**Exercise description**.
Count every line of the material that holds the string "change". Respond with the total only.

**Listed records**.
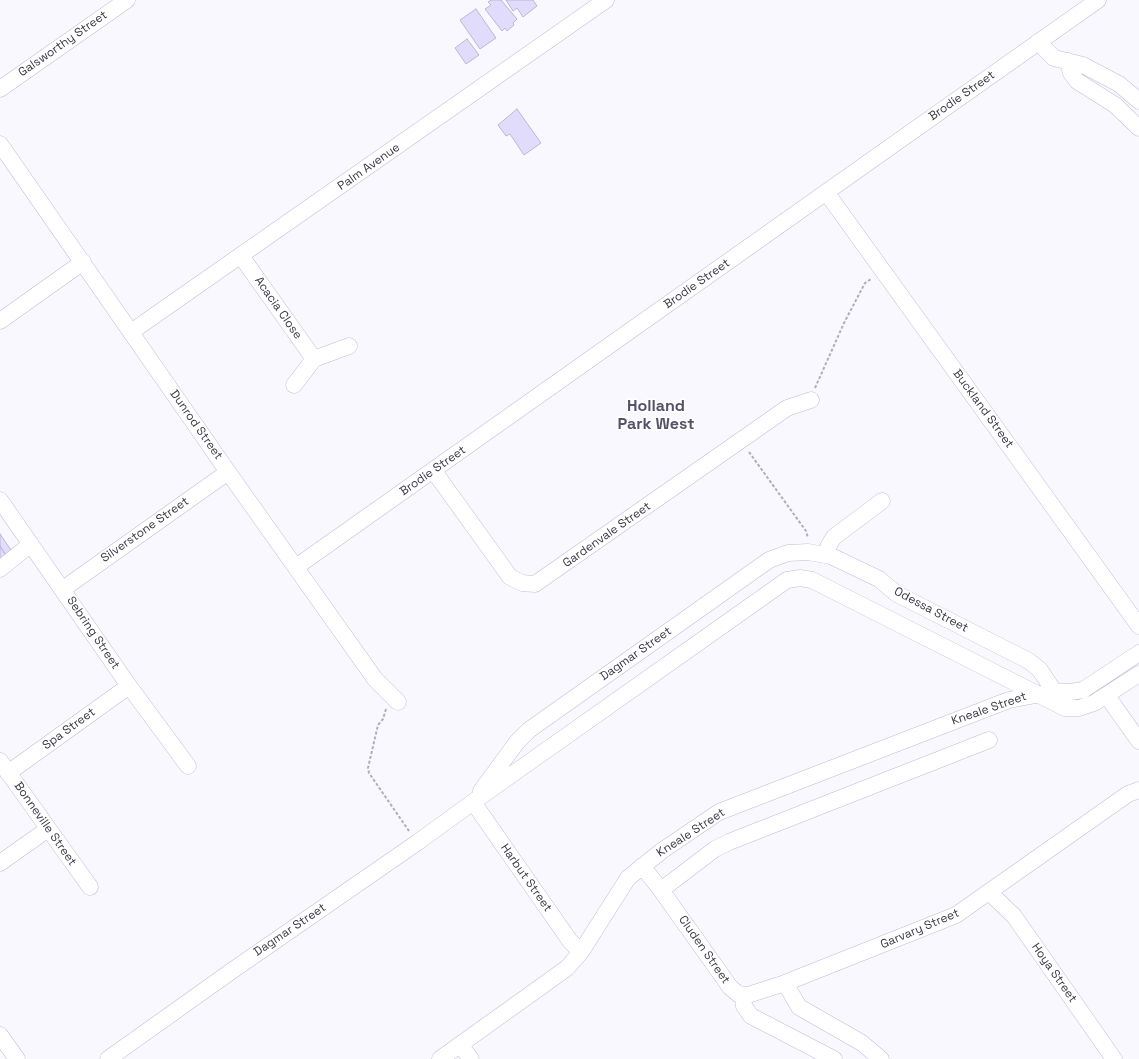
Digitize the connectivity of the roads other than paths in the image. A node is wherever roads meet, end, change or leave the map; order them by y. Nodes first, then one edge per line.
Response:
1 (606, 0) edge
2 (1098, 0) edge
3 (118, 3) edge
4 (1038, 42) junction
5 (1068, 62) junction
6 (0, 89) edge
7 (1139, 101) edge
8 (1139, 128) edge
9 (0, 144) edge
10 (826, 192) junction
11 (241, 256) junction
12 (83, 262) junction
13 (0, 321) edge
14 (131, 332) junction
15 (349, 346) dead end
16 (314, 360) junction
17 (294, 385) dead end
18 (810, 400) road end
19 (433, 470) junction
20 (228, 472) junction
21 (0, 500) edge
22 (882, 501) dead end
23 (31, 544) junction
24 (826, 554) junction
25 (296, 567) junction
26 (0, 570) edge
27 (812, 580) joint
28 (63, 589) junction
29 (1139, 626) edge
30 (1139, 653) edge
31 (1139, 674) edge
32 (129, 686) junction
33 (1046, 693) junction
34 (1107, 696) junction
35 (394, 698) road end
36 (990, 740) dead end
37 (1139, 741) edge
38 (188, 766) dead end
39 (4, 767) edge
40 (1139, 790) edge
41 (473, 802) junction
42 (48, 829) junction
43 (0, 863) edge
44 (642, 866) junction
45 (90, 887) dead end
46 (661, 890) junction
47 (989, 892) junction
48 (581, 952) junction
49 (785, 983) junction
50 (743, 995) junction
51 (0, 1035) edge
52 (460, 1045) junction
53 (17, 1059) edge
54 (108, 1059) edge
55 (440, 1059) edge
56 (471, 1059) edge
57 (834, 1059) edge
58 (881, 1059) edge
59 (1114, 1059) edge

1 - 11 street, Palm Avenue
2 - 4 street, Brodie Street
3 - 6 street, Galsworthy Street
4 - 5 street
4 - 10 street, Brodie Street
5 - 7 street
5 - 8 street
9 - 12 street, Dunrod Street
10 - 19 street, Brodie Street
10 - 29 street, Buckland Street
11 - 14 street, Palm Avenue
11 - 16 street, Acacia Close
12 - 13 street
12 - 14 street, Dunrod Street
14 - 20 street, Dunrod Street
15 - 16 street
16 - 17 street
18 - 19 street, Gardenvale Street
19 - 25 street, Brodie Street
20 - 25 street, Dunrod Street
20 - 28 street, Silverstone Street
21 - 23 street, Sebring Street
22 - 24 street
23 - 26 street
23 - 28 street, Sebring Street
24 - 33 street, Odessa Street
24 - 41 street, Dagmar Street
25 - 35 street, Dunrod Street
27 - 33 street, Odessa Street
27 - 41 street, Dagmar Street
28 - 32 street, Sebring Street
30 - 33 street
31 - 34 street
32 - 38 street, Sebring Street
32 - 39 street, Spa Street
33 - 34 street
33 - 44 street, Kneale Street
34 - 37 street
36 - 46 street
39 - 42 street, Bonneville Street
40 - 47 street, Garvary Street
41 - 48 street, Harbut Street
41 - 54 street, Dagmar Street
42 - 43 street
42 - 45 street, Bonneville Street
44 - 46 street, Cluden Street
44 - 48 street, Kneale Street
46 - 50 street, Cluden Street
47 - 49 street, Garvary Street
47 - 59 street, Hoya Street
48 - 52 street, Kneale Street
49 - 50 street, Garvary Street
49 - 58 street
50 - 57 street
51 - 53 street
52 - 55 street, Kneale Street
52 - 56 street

---

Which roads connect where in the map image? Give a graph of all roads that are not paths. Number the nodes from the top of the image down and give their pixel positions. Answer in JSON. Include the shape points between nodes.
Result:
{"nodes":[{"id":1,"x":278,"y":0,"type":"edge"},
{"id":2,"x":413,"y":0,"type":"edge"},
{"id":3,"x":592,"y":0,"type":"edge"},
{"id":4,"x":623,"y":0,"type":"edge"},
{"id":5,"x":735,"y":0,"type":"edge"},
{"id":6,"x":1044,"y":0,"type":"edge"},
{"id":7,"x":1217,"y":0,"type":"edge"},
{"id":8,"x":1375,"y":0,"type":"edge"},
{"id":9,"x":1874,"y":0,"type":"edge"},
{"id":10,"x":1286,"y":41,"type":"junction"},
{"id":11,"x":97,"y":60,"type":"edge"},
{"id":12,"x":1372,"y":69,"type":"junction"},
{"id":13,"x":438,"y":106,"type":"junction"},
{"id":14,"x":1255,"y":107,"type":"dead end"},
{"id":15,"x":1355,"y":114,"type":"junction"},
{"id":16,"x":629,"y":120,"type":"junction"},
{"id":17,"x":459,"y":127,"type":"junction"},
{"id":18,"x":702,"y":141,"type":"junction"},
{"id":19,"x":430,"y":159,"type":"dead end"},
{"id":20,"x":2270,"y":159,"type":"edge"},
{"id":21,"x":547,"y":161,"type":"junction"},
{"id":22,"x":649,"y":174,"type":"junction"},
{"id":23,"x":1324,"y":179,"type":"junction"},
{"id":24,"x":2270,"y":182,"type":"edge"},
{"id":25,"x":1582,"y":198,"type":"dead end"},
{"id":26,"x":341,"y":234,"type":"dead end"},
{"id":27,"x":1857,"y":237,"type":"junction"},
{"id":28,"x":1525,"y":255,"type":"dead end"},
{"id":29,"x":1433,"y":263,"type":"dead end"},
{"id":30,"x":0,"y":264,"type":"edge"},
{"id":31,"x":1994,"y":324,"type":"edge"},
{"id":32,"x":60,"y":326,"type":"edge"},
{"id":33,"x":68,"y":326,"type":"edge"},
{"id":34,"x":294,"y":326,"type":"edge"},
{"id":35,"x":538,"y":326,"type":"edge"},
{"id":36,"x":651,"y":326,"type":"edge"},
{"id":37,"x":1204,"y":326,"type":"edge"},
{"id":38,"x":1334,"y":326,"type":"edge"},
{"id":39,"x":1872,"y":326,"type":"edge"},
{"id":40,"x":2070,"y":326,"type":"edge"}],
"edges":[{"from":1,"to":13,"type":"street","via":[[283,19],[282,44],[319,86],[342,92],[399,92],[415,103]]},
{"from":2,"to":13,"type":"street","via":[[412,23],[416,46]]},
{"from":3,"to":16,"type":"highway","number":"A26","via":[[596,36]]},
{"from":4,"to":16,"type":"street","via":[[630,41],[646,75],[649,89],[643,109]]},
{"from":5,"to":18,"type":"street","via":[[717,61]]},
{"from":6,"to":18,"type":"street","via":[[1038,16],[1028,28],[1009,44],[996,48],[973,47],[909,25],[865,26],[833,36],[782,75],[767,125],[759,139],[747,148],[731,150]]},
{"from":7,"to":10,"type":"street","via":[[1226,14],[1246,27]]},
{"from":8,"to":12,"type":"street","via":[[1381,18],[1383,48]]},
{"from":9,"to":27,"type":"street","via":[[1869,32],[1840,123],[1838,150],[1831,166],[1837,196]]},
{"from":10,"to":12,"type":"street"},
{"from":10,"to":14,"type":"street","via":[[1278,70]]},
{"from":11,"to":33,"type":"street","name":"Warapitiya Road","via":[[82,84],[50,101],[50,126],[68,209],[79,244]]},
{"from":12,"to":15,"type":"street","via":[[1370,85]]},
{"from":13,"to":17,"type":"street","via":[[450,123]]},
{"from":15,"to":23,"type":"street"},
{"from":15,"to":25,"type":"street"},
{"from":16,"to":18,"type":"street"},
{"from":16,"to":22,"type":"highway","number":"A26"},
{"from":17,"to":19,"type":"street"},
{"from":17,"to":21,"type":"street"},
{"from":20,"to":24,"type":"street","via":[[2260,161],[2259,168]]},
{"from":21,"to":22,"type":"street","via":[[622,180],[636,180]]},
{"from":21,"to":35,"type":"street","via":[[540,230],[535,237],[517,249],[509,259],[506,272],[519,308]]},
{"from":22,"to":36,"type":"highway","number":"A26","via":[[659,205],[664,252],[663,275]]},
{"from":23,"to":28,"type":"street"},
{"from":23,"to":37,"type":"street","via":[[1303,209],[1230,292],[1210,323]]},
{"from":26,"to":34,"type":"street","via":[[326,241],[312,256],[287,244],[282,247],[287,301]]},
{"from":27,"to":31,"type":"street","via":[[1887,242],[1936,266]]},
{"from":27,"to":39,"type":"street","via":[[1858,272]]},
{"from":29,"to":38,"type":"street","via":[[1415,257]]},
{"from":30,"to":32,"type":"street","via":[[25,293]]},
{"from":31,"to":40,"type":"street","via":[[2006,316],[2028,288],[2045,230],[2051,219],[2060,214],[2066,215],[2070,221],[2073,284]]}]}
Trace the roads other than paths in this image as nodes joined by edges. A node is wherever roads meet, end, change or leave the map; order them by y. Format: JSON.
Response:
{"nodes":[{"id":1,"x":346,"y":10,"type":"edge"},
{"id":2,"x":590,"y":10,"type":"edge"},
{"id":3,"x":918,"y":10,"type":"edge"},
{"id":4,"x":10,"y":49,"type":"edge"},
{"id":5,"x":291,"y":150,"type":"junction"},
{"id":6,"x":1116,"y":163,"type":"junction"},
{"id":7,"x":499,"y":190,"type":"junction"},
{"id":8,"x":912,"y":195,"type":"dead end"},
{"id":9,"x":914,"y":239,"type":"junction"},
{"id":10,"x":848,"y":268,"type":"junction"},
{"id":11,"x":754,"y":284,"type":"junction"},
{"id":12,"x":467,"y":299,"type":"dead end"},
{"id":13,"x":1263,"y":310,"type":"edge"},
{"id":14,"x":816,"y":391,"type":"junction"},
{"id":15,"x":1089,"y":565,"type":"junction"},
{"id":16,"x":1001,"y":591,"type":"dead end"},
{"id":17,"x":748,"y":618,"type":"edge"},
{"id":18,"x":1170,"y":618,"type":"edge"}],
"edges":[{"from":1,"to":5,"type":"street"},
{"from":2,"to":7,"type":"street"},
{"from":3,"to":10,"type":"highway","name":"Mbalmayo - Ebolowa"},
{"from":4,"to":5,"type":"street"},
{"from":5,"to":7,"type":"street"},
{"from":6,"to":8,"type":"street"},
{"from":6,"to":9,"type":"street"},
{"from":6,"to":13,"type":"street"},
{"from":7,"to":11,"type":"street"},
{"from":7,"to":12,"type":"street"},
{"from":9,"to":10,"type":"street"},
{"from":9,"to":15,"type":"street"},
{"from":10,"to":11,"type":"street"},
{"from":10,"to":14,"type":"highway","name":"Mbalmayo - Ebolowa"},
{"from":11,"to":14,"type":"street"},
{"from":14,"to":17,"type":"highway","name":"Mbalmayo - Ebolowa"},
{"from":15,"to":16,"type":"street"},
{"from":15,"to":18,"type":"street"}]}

**Answer for this exercise**.
2